Criticism of Euripides Technique

Euripides in general seems to have been clinging on to the standard conventions of tragedy suspended largely by the myths used as subject matter. None of his plays seem to have such ‘water tight construction’ as Sophocles ‘Oedipus the king’ and he made it quite apparent that although following the guidelines in the loosest possible manner this would allow him to explore his real interest and to delve into the human condition and aspects of psychology; how a particular character would be forced to react under different situations and how this would affect the psyce and to use these myths as a vehicle to illustrate this. He liked to focus on the realism of his characters; for example, Euripides’ Medea is a realistic woman with recognizable emotions and is not simply a villain. He gives her another side instead of just casting her of as a murderer or a monster.
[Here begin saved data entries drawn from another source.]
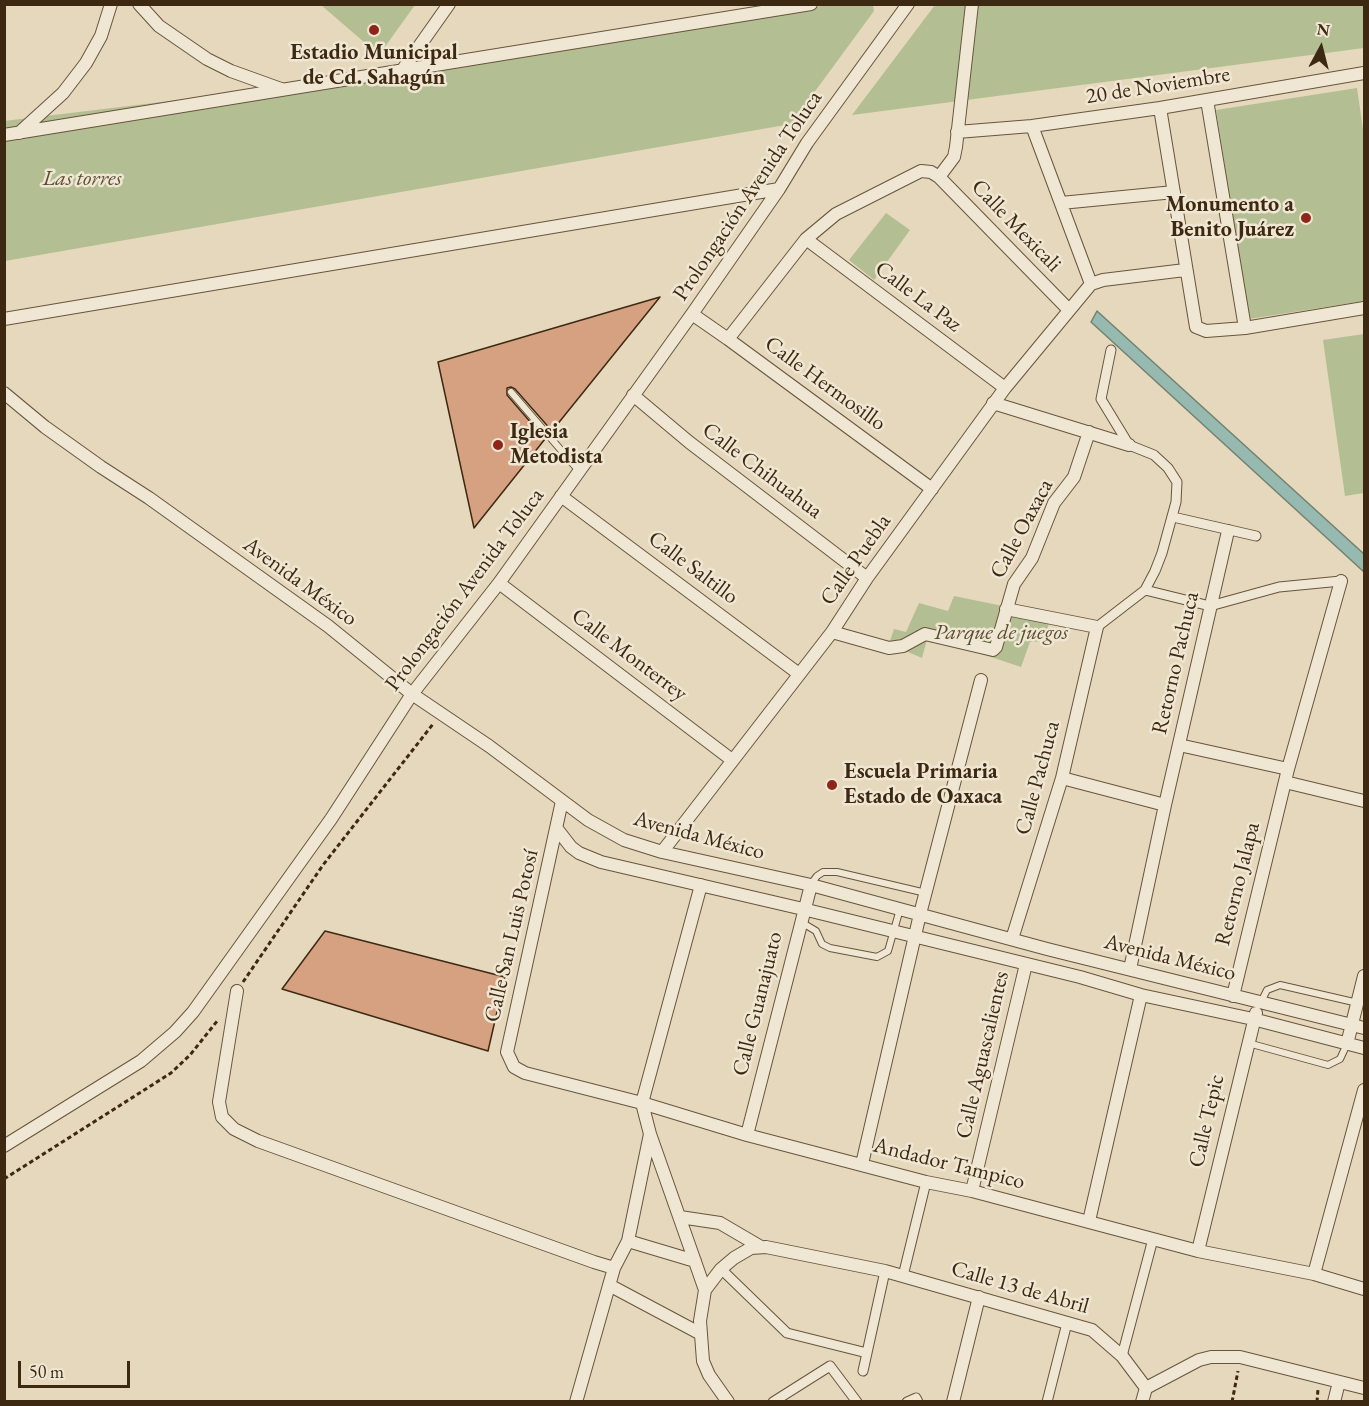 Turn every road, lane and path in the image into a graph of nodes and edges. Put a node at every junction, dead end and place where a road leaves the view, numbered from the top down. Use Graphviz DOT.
graph roads {
  1 [pos="111,4"];
  2 [pos="139,4"];
  3 [pos="448,4"];
  4 [pos="811,4"];
  5 [pos="908,4"];
  6 [pos="972,4"];
  7 [pos="400,72"];
  8 [pos="1365,73"];
  9 [pos="282,90"];
  10 [pos="1207,100"];
  11 [pos="1160,108"];
  12 [pos="1032,126"];
  13 [pos="957,132"];
  14 [pos="18,134"];
  15 [pos="4,135"];
  16 [pos="938,174"];
  17 [pos="779,189"];
  18 [pos="1174,192"];
  19 [pos="1061,203"];
  20 [pos="806,239"];
  21 [pos="1185,270"];
  22 [pos="1080,297"];
  23 [pos="1365,308"];
  24 [pos="692,314"];
  25 [pos="4,319"];
  26 [pos="1245,328"];
  27 [pos="728,339"];
  28 [pos="1112,350"];
  29 [pos="1005,388"];
  30 [pos="511,392"];
  31 [pos="4,393"];
  32 [pos="633,395"];
  33 [pos="993,404"];
  34 [pos="1089,432"];
  35 [pos="1129,445"];
  36 [pos="579,471"];
  37 [pos="932,489"];
  38 [pos="561,496"];
  39 [pos="1173,517"];
  40 [pos="1228,531"];
  41 [pos="1256,536"];
  42 [pos="867,578"];
  43 [pos="1341,581"];
  44 [pos="499,583"];
  45 [pos="1144,590"];
  46 [pos="1210,606"];
  47 [pos="1006,609"];
  48 [pos="1097,627"];
  49 [pos="832,632"];
  50 [pos="799,674"];
  51 [pos="981,681"];
  52 [pos="412,694"];
  53 [pos="441,714"];
  54 [pos="1179,745"];
  55 [pos="732,760"];
  56 [pos="1287,769"];
  57 [pos="1062,778"];
  58 [pos="1285,782"];
  59 [pos="562,801"];
  60 [pos="1365,801"];
  61 [pos="1165,805"];
  62 [pos="557,829"];
  63 [pos="662,852"];
  64 [pos="701,885"];
  65 [pos="811,885"];
  66 [pos="926,893"];
  67 [pos="803,909"];
  68 [pos="900,909"];
  69 [pos="920,914"];
  70 [pos="800,922"];
  71 [pos="894,932"];
  72 [pos="916,938"];
  73 [pos="1012,939"];
  74 [pos="1026,964"];
  75 [pos="1130,969"];
  76 [pos="1365,976"];
  77 [pos="237,991"];
  78 [pos="1141,995"];
  79 [pos="1233,996"];
  80 [pos="1260,1002"];
  81 [pos="1358,1003"];
  82 [pos="220,1016"];
  83 [pos="1253,1019"];
  84 [pos="1359,1026"];
  85 [pos="1248,1043"];
  86 [pos="1347,1044"];
  87 [pos="1365,1048"];
  88 [pos="525,1073"];
  89 [pos="1365,1090"];
  90 [pos="642,1103"];
  91 [pos="650,1134"];
  92 [pos="747,1135"];
  93 [pos="4,1146"];
  94 [pos="862,1164"];
  95 [pos="4,1179"];
  96 [pos="926,1182"];
  97 [pos="972,1191"];
  98 [pos="680,1217"];
  99 [pos="1089,1221"];
  100 [pos="1153,1239"];
  101 [pos="628,1241"];
  102 [pos="762,1247"];
  103 [pos="1198,1251"];
  104 [pos="695,1261"];
  105 [pos="614,1268"];
  106 [pos="721,1269"];
  107 [pos="885,1271"];
  108 [pos="1314,1274"];
  109 [pos="903,1276"];
  110 [pos="609,1285"];
  111 [pos="1365,1289"];
  112 [pos="705,1290"];
  113 [pos="979,1297"];
  114 [pos="1067,1323"];
  115 [pos="701,1334"];
  116 [pos="867,1353"];
  117 [pos="1122,1356"];
  118 [pos="1240,1357"];
  119 [pos="863,1371"];
  120 [pos="1339,1382"];
  121 [pos="1146,1388"];
  122 [pos="1318,1388"];
  123 [pos="1365,1388"];
  124 [pos="576,1401"];
  125 [pos="728,1401"];
  126 [pos="773,1401"];
  127 [pos="857,1401"];
  128 [pos="953,1401"];
  129 [pos="1047,1401"];
  130 [pos="1142,1401"];
  131 [pos="1232,1401"];
  132 [pos="1317,1401"];
  133 [pos="1334,1401"];
  1 -- 14 [label="street"];
  2 -- 9 [label="street"];
  3 -- 7 [label="street"];
  4 -- 7 [label="street"];
  5 -- 17 [label="street, Prolongación Avenida Toluca"];
  6 -- 13 [label="street"];
  7 -- 9 [label="street"];
  8 -- 10 [label="street, 20 de Noviembre"];
  9 -- 14 [label="street"];
  10 -- 11 [label="street, 20 de Noviembre"];
  10 -- 26 [label="street"];
  11 -- 12 [label="street, 20 de Noviembre"];
  11 -- 18 [label="street"];
  12 -- 13 [label="street, 20 de Noviembre"];
  12 -- 19 [label="street"];
  13 -- 16 [label="street"];
  14 -- 15 [label="street"];
  16 -- 20 [label="street"];
  16 -- 22 [label="street, Calle Mexicali"];
  17 -- 24 [label="street, Prolongación Avenida Toluca"];
  17 -- 25 [label="street"];
  18 -- 19 [label="street"];
  18 -- 21 [label="street"];
  19 -- 22 [label="street"];
  20 -- 27 [label="street"];
  20 -- 29 [label="street, Calle La Paz"];
  21 -- 22 [label="street"];
  21 -- 26 [label="street"];
  22 -- 29 [label="street, Calle Puebla"];
  23 -- 26 [label="street"];
  24 -- 27 [label="street, Calle Hermosillo"];
  24 -- 32 [label="street, Prolongación Avenida Toluca"];
  27 -- 37 [label="street, Calle Hermosillo"];
  28 -- 35 [label="street"];
  29 -- 33 [label="street, Calle Puebla"];
  30 -- 36 [label="lane"];
  31 -- 52 [label="street, Avenida México"];
  32 -- 36 [label="street, Prolongación Avenida Toluca"];
  32 -- 42 [label="street, Calle Chihuahua"];
  33 -- 34 [label="street"];
  33 -- 37 [label="street, Calle Puebla"];
  34 -- 35 [label="street"];
  34 -- 47 [label="street, Calle Oaxaca"];
  35 -- 39 [label="street"];
  36 -- 38 [label="street, Prolongación Avenida Toluca"];
  37 -- 42 [label="street, Calle Puebla"];
  38 -- 44 [label="street, Prolongación Avenida Toluca"];
  38 -- 50 [label="street, Calle Saltillo"];
  39 -- 40 [label="street"];
  39 -- 45 [label="street"];
  40 -- 41 [label="street"];
  40 -- 46 [label="street, Retorno Pachuca"];
  42 -- 49 [label="street, Calle Puebla"];
  43 -- 46 [label="street"];
  43 -- 56 [label="street, Retorno Jalapa"];
  44 -- 52 [label="street, Prolongación Avenida Toluca"];
  44 -- 55 [label="street, Calle Monterrey"];
  45 -- 46 [label="street"];
  45 -- 48 [label="street"];
  46 -- 54 [label="street, Retorno Pachuca"];
  47 -- 48 [label="street"];
  47 -- 49 [label="street, Calle Oaxaca"];
  48 -- 57 [label="street, Calle Pachuca"];
  49 -- 50 [label="street, Calle Puebla"];
  50 -- 55 [label="street, Calle Puebla"];
  51 -- 66 [label="street"];
  52 -- 53 [label="street, Avenida México"];
  52 -- 93 [label="street, Prolongación Avenida Toluca"];
  53 -- 59 [label="street, Avenida México"];
  53 -- 77 [label="path"];
  54 -- 56 [label="street"];
  54 -- 61 [label="street, Retorno Pachuca"];
  55 -- 63 [label="street, Calle Puebla"];
  56 -- 58 [label="street, Retorno Jalapa"];
  57 -- 61 [label="street"];
  57 -- 73 [label="street, Calle Pachuca"];
  58 -- 60 [label="street"];
  58 -- 79 [label="street, Retorno Jalapa"];
  59 -- 62 [label="street, Calle San Luis Potosí"];
  59 -- 63 [label="street, Avenida México"];
  61 -- 75 [label="street, Retorno Pachuca"];
  62 -- 64 [label="street, Avenida México"];
  62 -- 88 [label="street, Calle San Luis Potosí"];
  63 -- 65 [label="street, Avenida México"];
  64 -- 67 [label="street, Avenida México"];
  64 -- 90 [label="street"];
  65 -- 66 [label="lane"];
  65 -- 67 [label="street, Calle Guanajuato"];
  65 -- 68 [label="street, Avenida México"];
  66 -- 69 [label="street"];
  67 -- 70 [label="street, Calle Guanajuato"];
  67 -- 71 [label="street, Avenida México"];
  68 -- 69 [label="street, Avenida México"];
  68 -- 71 [label="lane"];
  69 -- 72 [label="street"];
  69 -- 73 [label="street, Avenida México"];
  70 -- 71 [label="lane"];
  70 -- 92 [label="street, Calle Guanajuato"];
  71 -- 72 [label="street, Avenida México"];
  72 -- 74 [label="street, Avenida México"];
  72 -- 94 [label="street"];
  73 -- 75 [label="street, Avenida México"];
  74 -- 78 [label="street, Avenida México"];
  74 -- 97 [label="street, Calle Aguascalientes"];
  75 -- 79 [label="street, Avenida México"];
  76 -- 81 [label="street"];
  77 -- 105 [label="street"];
  78 -- 83 [label="street, Avenida México"];
  78 -- 99 [label="street"];
  79 -- 80 [label="street, Avenida México"];
  80 -- 81 [label="lane"];
  80 -- 83 [label="street, Calle Tepic"];
  80 -- 84 [label="street, Avenida México"];
  81 -- 84 [label="street"];
  82 -- 95 [label="path"];
  83 -- 85 [label="street, Calle Tepic"];
  83 -- 86 [label="street, Avenida México"];
  84 -- 86 [label="street"];
  85 -- 86 [label="lane"];
  85 -- 103 [label="street, Calle Tepic"];
  86 -- 87 [label="street, Avenida México"];
  88 -- 90 [label="street, Andador Tampico"];
  89 -- 108 [label="street"];
  90 -- 91 [label="street"];
  90 -- 92 [label="street, Andador Tampico"];
  91 -- 98 [label="street"];
  91 -- 101 [label="street"];
  92 -- 94 [label="street, Andador Tampico"];
  94 -- 96 [label="street, Andador Tampico"];
  96 -- 97 [label="street, Andador Tampico"];
  96 -- 109 [label="street"];
  97 -- 99 [label="street, Andador Tampico"];
  98 -- 102 [label="street"];
  98 -- 104 [label="street"];
  99 -- 100 [label="street, Andador Tampico"];
  100 -- 103 [label="street, Andador Tampico"];
  100 -- 117 [label="street"];
  101 -- 104 [label="street"];
  101 -- 105 [label="street"];
  102 -- 106 [label="street"];
  102 -- 107 [label="street, Calle 13 de Abril"];
  103 -- 108 [label="street, Andador Tampico"];
  104 -- 112 [label="street"];
  105 -- 110 [label="street"];
  106 -- 112 [label="street"];
  106 -- 116 [label="street"];
  107 -- 109 [label="street, Calle 13 de Abril"];
  107 -- 116 [label="street"];
  108 -- 111 [label="street, Andador Tampico"];
  109 -- 113 [label="street, Calle 13 de Abril"];
  110 -- 115 [label="street"];
  110 -- 124 [label="street"];
  112 -- 115 [label="street"];
  113 -- 114 [label="street, Calle 13 de Abril"];
  113 -- 128 [label="street"];
  114 -- 117 [label="street, Calle 13 de Abril"];
  114 -- 129 [label="street"];
  115 -- 125 [label="street"];
  116 -- 119 [label="street"];
  117 -- 121 [label="street, Calle 13 de Abril"];
  118 -- 120 [label="street"];
  118 -- 121 [label="street"];
  118 -- 131 [label="path"];
  120 -- 123 [label="street"];
  120 -- 133 [label="street"];
  121 -- 130 [label="street"];
  122 -- 132 [label="path"];
  126 -- 127 [label="street"];
}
However there are other ways in which Euripides follows the rules particularly in his use of the ‘god-from-the-machine’ the Deus ex machina whereby a previously problem is suddenly and abruptly solved under the reasoning that the god in question would be the only one to know all these elements of the story. It is generally considered to be a poor storytelling technique because it undermines the story's internal logic and appears in the same way as a ‘ and then I woke up and it was all a dream’ ending. Childlike in its simplicity.

However when compared to his two predecessors he was considered something of a radical. Constantly challenging political questions and often voicing the opinions and struggles never considered before on stage or even in life at that time for example insight into a slaves mind or the world according to a women scorned – Medea. This tackling of sensitive problems often left him with an unpopular reputation whilst those who stuck to the rules whilst still remaining to be innovative triumphed over him many times. This resentful bitterness towards society seemed to manifest itself in...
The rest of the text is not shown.